That puts Taken 2 down to fifth, but it’s already earned so much, I doubt anyone at Fox really cares. After a third place, $13 million finish last weekend, Taken 2 drops 40% this weekend to $8 million, but brings the domestic total for the sequel up to $117.4 million. While it likely won’t reach the height of the original ($145 million domestic), the overseas gross will more than make it up for it. The original Taken earned $82 million overseas, where this one is going to pull in $200 million at least. With all of this against a production budget of only $45 million, Fox proves again that you only need an angry dad to make a whole bunch of money.

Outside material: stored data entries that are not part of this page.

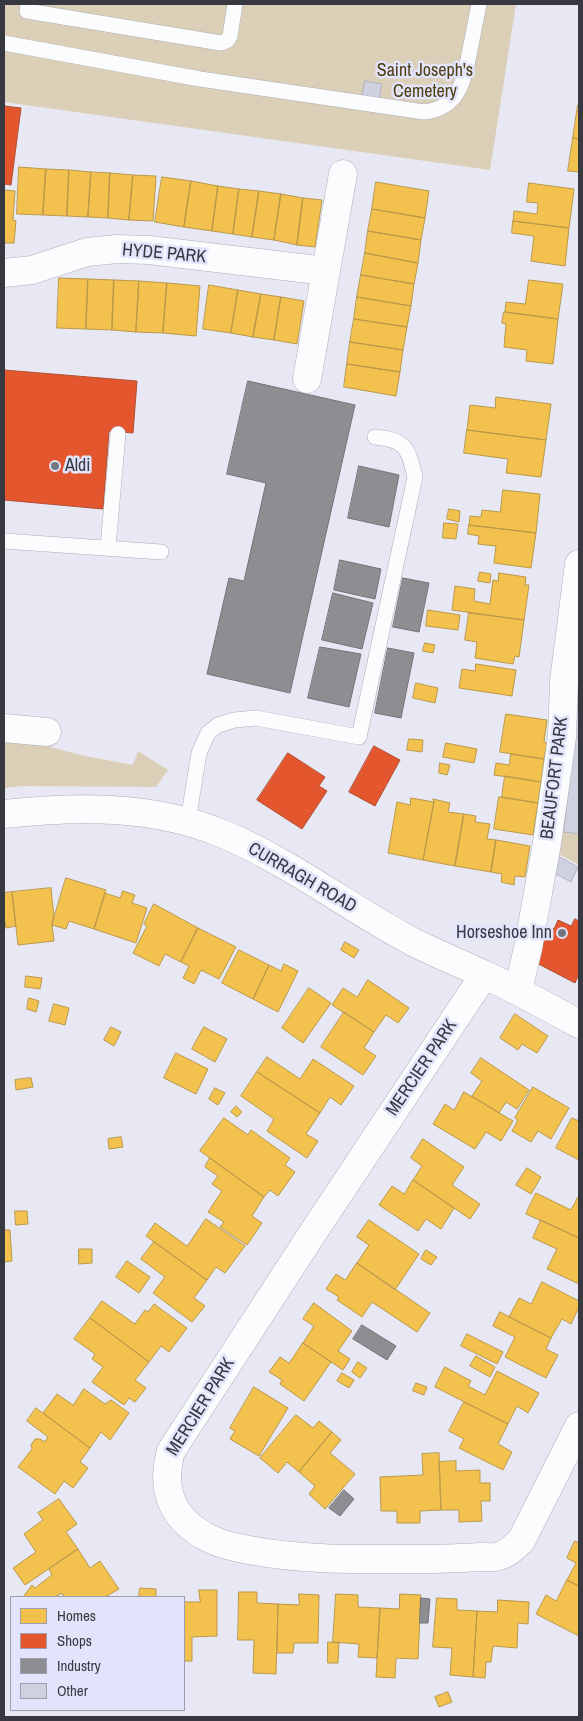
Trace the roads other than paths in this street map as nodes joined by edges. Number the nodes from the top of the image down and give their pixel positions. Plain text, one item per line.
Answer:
1 (28, 4) edge
2 (235, 4) edge
3 (478, 4) edge
4 (4, 43) edge
5 (343, 174) dead end
6 (326, 271) junction
7 (4, 273) edge
8 (307, 378) dead end
9 (118, 434) dead end
10 (375, 437) dead end
11 (4, 541) edge
12 (108, 547) junction
13 (161, 552) dead end
14 (579, 564) edge
15 (4, 728) edge
16 (47, 732) dead end
17 (4, 814) edge
18 (188, 821) junction
19 (484, 975) junction
20 (518, 991) junction
21 (579, 1024) edge
22 (579, 1426) edge

1 - 2 lane
3 - 4 lane
5 - 6 street
6 - 7 street, HYDE PARK
6 - 8 street
9 - 12 lane
10 - 18 lane
11 - 12 lane
12 - 13 lane
14 - 20 street, BEAUFORT PARK
15 - 16 street
17 - 18 street, CURRAGH ROAD
18 - 19 street, CURRAGH ROAD
19 - 20 street, CURRAGH ROAD
19 - 22 street, MERCIER PARK
20 - 21 street, CURRAGH ROAD

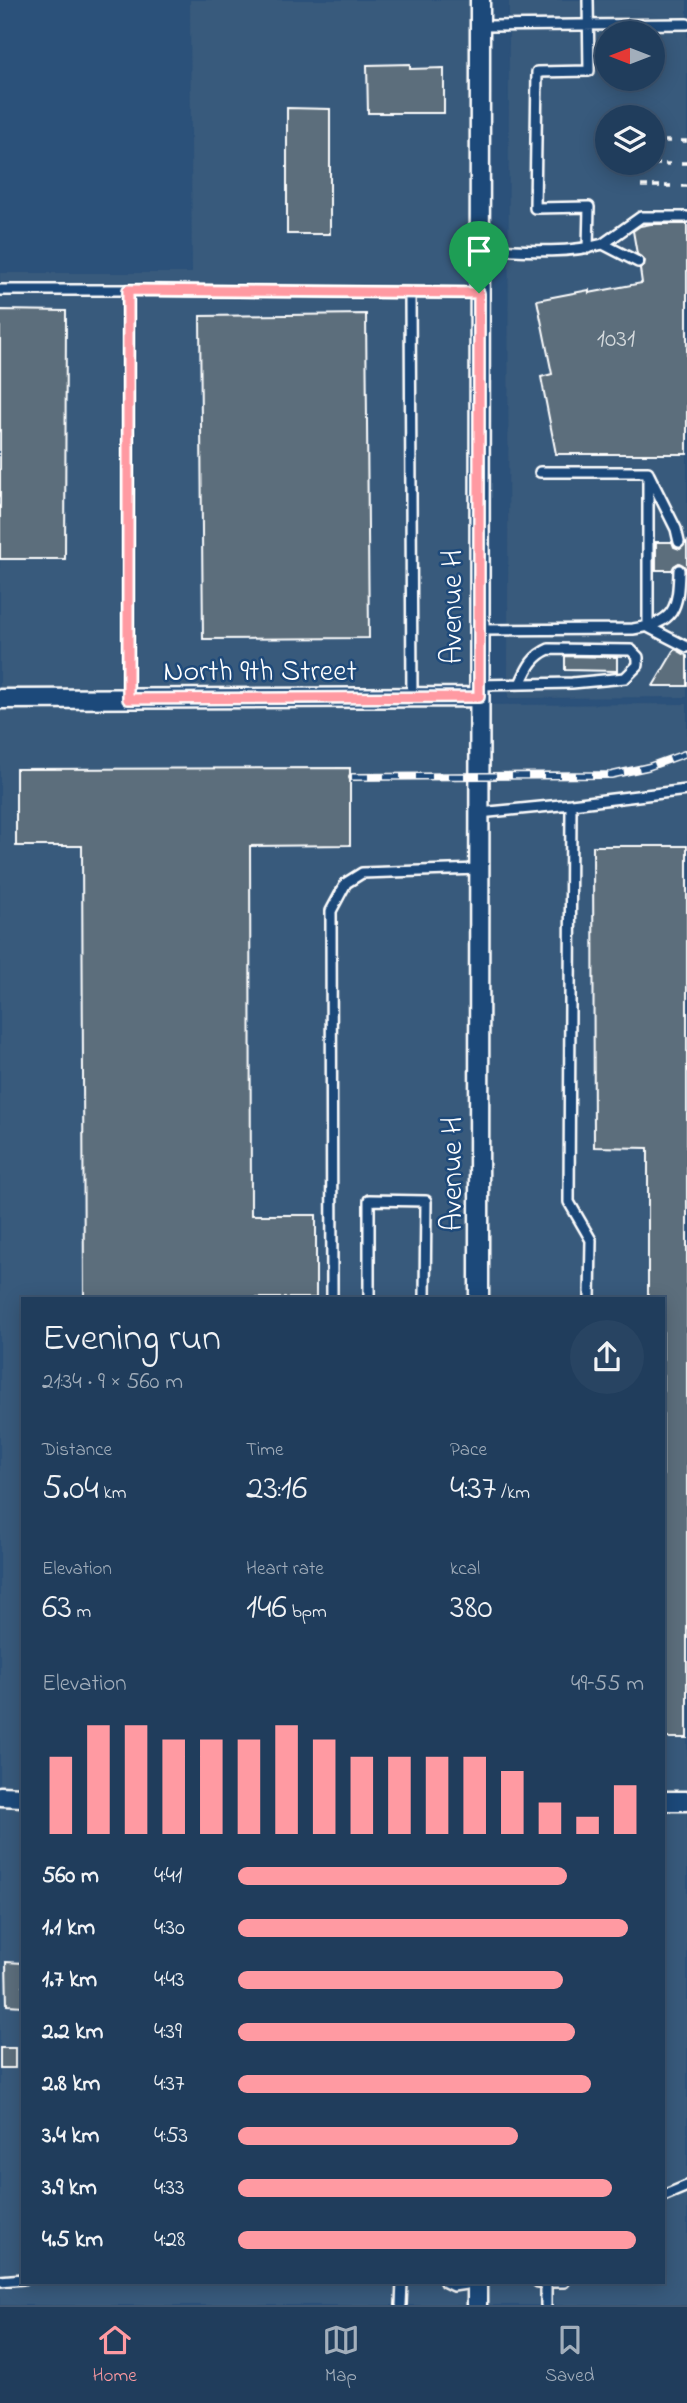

Like an Adam Sandler Christmas movie, Silent Hill: Revelation 3D is a horror sequel that can’t open over the Halloween weekend. It should have been a slam dunk, right? Put a young blonde (who looks like the character from the video game) in amongst a whole bunch of carnage, throw in some B list actors (Carrie-Anne Moss, Sean Bean), and start collecting the money - especially since you paid only $20 million to bring it to the screen. Problem is, Silent Hill: Revelation 3D (it sounds like the title was translated from an Asian culture) earned only $8 million from its 2,933 screens, or, less than half than what the original opened to in 2006. Silent Hill 3D will make a few extra bucks on Halloween (but not much) and then fall 70%+ in weekend two. It will be lucky to earn $25 million stateside, and with the amount of marketing I’ve seen in the last week, the ad spend must have been twice that. The problem for the money grabbers is that audiences are catching on. Yes, kids are stupid and pay way too much for this dreck, but obviously some are getting smart and staying home. Sadly, the original earned more overseas than it did at home, so we can only hope our overseas brethren are learning about how bad these films are as well.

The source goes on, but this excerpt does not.